**YOUR OBJECTIVE**
For the word "every", state how many lines below contain it. Give no other text.
Content starts
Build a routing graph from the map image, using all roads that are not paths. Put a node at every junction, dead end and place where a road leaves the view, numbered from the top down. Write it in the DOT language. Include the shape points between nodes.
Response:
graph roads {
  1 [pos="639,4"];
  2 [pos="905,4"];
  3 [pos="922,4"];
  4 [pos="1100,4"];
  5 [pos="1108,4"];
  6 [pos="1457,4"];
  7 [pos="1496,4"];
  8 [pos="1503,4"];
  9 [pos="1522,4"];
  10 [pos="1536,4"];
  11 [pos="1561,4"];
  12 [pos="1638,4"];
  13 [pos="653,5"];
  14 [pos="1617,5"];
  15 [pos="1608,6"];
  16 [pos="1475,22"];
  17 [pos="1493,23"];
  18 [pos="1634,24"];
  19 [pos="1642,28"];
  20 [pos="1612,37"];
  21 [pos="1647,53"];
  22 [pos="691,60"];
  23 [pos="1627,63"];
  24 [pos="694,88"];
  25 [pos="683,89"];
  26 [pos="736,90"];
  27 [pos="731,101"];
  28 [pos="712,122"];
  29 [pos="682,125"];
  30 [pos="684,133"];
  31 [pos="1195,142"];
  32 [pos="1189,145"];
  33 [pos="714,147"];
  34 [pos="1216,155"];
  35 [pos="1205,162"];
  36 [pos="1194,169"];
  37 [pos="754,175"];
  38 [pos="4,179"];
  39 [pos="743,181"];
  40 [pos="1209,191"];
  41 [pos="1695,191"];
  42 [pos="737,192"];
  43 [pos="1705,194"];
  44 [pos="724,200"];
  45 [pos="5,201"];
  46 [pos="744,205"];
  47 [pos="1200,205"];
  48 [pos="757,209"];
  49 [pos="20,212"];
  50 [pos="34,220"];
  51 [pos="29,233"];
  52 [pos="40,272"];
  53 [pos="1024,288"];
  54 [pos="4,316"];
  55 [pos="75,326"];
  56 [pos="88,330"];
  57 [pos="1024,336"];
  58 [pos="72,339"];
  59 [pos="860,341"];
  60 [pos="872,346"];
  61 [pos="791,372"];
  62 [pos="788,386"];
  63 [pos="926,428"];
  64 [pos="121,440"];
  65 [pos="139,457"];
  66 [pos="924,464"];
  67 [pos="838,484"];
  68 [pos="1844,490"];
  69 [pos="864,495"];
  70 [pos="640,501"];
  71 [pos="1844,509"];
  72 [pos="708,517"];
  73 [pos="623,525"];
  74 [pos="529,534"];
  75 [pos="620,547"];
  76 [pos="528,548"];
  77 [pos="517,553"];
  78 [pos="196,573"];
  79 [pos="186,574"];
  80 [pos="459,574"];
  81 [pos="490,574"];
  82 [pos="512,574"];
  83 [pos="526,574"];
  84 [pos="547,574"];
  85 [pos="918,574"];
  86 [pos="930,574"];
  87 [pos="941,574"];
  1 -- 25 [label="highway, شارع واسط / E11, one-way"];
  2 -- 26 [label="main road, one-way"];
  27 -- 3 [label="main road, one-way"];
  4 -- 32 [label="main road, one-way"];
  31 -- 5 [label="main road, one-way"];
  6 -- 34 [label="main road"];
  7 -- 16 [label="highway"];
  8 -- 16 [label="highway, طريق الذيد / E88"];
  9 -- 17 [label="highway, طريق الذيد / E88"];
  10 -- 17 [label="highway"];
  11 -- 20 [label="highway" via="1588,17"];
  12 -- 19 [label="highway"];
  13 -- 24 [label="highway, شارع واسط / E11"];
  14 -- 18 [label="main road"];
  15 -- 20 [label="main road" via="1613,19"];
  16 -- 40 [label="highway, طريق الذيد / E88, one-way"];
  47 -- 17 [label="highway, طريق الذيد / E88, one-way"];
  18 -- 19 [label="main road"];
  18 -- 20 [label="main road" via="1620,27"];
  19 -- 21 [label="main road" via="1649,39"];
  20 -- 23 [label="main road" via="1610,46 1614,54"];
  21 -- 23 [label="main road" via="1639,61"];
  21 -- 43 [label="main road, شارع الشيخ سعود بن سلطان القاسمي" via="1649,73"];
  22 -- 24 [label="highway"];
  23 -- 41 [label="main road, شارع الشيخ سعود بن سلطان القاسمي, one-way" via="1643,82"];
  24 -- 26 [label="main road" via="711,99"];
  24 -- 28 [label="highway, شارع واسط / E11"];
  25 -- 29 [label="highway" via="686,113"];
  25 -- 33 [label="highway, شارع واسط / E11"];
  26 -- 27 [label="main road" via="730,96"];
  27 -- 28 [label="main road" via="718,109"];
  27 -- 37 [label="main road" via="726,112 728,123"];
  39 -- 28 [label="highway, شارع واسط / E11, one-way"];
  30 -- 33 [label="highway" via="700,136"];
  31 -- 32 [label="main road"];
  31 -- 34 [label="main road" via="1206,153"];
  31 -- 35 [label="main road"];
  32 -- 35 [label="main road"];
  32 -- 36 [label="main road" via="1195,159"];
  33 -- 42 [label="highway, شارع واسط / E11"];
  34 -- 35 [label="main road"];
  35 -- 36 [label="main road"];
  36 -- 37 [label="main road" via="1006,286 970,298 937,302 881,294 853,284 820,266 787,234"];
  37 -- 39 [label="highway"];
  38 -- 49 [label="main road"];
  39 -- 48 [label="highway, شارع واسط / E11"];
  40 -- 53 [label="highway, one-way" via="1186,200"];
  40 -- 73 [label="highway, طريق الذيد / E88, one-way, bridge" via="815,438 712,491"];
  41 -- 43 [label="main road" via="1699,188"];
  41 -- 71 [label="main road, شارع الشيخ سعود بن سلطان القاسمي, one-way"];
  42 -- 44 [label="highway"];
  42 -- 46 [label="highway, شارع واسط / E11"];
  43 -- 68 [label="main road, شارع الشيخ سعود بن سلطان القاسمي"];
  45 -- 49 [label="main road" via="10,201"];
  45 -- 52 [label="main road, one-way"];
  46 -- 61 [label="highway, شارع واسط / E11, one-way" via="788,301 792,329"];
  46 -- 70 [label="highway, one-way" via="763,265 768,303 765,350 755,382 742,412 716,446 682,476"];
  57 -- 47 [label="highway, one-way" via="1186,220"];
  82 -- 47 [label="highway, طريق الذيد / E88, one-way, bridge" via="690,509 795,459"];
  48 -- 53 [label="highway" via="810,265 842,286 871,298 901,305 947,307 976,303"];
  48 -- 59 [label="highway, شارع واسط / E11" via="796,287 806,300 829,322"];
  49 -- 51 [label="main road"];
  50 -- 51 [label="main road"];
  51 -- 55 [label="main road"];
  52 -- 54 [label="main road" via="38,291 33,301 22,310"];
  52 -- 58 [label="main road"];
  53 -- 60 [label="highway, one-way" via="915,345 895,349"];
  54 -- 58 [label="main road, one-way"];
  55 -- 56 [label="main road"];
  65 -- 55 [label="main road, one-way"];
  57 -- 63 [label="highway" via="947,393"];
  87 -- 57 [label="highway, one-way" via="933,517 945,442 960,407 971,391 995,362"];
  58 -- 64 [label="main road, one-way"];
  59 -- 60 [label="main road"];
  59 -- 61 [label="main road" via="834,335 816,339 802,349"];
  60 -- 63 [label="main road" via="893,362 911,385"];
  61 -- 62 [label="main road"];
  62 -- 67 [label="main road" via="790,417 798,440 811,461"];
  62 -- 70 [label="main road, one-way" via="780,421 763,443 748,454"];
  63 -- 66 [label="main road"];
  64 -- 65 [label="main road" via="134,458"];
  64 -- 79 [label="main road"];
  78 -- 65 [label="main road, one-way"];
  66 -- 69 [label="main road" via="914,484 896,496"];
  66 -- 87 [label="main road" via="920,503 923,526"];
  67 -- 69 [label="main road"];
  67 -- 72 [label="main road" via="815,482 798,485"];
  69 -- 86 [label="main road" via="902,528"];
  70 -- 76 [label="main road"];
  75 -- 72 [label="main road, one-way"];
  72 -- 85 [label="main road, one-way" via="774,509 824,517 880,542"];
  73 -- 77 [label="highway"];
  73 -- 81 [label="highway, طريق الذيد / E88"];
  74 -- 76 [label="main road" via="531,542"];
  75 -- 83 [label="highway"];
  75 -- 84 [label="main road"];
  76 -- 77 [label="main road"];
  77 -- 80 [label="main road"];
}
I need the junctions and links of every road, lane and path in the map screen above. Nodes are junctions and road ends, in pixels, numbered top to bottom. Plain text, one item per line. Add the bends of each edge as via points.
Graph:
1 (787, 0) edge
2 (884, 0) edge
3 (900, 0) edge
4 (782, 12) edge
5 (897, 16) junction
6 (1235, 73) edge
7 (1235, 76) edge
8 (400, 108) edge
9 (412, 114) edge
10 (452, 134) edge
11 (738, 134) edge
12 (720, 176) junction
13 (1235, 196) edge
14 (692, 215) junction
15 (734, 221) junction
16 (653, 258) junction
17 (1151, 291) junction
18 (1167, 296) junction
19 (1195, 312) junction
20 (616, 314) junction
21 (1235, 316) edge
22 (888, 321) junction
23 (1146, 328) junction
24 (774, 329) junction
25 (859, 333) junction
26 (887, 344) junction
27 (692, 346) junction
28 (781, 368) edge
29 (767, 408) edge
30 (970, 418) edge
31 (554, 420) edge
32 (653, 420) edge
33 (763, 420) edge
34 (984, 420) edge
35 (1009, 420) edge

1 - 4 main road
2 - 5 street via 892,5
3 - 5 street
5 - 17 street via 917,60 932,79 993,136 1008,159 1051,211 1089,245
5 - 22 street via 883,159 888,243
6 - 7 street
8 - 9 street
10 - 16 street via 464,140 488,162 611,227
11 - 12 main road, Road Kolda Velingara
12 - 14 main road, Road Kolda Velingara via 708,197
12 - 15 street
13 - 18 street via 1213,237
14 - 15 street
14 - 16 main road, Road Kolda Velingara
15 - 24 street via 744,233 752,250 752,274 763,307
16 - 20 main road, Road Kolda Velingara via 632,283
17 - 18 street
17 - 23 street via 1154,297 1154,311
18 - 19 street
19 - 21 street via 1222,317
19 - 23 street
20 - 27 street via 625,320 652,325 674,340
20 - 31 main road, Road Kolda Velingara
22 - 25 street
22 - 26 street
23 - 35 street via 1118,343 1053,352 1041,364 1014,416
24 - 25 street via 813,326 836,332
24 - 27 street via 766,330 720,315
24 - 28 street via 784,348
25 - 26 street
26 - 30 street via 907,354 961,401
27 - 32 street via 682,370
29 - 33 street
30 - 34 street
Content ends
**RESULT OF THIS TASK**
2